Signal provenance closes the input gap. When signals are verified at source, the governance chain is:
Verified inputs + Governed decision + Reported execution = Fully attested end-to-end
See Signal Provenance for the complete API reference and adapter usage.
Use Cases
Regulatory proof-of-decision for an RBI inspection
An RBI inspector asks an NBFC to demonstrate that a batch of personal loan decisions were made according to the approved policy personal-loan v1.2.0. The NBFC provides the attestation records. The inspector verifies each attestation’s bundleHash against the hash of the approved policy bundle on file, confirms runtimeVersion against the certified runtime, and verifies the Ed25519 signature using the NBFC’s public key. All three checks pass without access to the NBFC’s infrastructure. This is what Parmana proves — the gap it cannot close is whether the input signals (monthly_income, credit_score) were accurate, only that they were evaluated correctly.
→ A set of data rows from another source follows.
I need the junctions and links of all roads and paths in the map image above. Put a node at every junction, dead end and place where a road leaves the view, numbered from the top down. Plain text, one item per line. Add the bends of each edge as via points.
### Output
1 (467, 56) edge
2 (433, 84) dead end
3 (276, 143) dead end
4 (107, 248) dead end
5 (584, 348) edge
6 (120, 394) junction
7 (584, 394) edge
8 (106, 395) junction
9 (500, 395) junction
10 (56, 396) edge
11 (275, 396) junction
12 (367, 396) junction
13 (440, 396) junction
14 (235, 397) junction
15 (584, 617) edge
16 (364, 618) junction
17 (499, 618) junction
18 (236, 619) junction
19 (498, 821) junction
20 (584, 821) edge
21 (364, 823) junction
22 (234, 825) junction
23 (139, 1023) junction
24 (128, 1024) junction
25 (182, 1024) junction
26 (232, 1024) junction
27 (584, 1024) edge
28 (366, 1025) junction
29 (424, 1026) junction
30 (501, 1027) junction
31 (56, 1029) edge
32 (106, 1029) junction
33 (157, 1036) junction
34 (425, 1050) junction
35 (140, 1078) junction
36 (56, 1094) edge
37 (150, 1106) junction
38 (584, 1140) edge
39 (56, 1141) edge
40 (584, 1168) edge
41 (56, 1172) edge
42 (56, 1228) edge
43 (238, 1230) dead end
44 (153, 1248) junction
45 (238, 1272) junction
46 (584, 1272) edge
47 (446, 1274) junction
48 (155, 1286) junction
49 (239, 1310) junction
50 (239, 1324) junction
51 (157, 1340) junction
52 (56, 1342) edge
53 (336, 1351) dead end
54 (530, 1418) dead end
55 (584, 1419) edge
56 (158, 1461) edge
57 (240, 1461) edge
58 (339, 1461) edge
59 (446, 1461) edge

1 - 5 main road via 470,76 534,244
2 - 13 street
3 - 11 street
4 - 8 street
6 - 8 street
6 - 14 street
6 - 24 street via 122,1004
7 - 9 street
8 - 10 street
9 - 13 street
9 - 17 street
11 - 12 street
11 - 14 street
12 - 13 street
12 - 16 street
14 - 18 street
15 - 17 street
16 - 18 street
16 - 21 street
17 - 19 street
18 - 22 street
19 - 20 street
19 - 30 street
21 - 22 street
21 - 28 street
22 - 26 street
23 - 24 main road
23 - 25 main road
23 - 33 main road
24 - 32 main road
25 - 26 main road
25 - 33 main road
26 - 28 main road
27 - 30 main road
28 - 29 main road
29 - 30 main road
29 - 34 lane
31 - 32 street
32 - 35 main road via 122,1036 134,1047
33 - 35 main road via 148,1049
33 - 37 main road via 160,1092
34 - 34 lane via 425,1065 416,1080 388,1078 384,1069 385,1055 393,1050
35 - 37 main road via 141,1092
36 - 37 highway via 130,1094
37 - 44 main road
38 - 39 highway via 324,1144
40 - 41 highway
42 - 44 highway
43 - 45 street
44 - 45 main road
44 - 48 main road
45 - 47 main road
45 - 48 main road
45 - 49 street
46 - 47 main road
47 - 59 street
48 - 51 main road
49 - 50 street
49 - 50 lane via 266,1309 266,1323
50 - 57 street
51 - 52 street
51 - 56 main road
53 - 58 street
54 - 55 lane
An NBFC closes the signal accuracy gap for income signals by wrapping them with accountAggregatorProvenance before calling executeFromSignals. The AA framework provides cryptographically signed financial data directly from the borrower’s bank, so sourceVerified: true and trustLevel: "verified". The validateProvenance call confirms all signals meet minimumTrustLevel: "verified" before execution proceeds. The resulting audit trail chains: AA consent → raw data hash → derived income signal → governed decision — covering both the input and decision gaps.
Using confirmExecution to record a disbursement
After approving a home loan, the NBFC disburses ₹4,200,000 and immediately calls confirmExecution with type: "LOAN_DISBURSED" and the actual amount. The resulting ExecutionIntegrityProof is stored alongside the original attestation, linked by authorizationId. If match: false (e.g. the disbursed amount differs from what the policy authorized), the proof still records and signs the discrepancy — giving auditors a tamper-evident record that the execution deviated from the authorization. This is what confirmExecution proves: a signed record of what was reported, not independently verified hardware execution.
Reconciliation job detecting authorization/action mismatches
A fintech runs a nightly reconciliation job that compares ExecutionAttestation records (governance authorizations) to ExecutionIntegrityProof records (confirmed actions). Attestations with no matching confirmed action within 24 hours are flagged as unconfirmed. Confirmed actions where proof.match === false are flagged as execution deviations. This reconciliation layer — built on top of Parmana’s signed records — is how the remaining gap between authorization and action is detected operationally.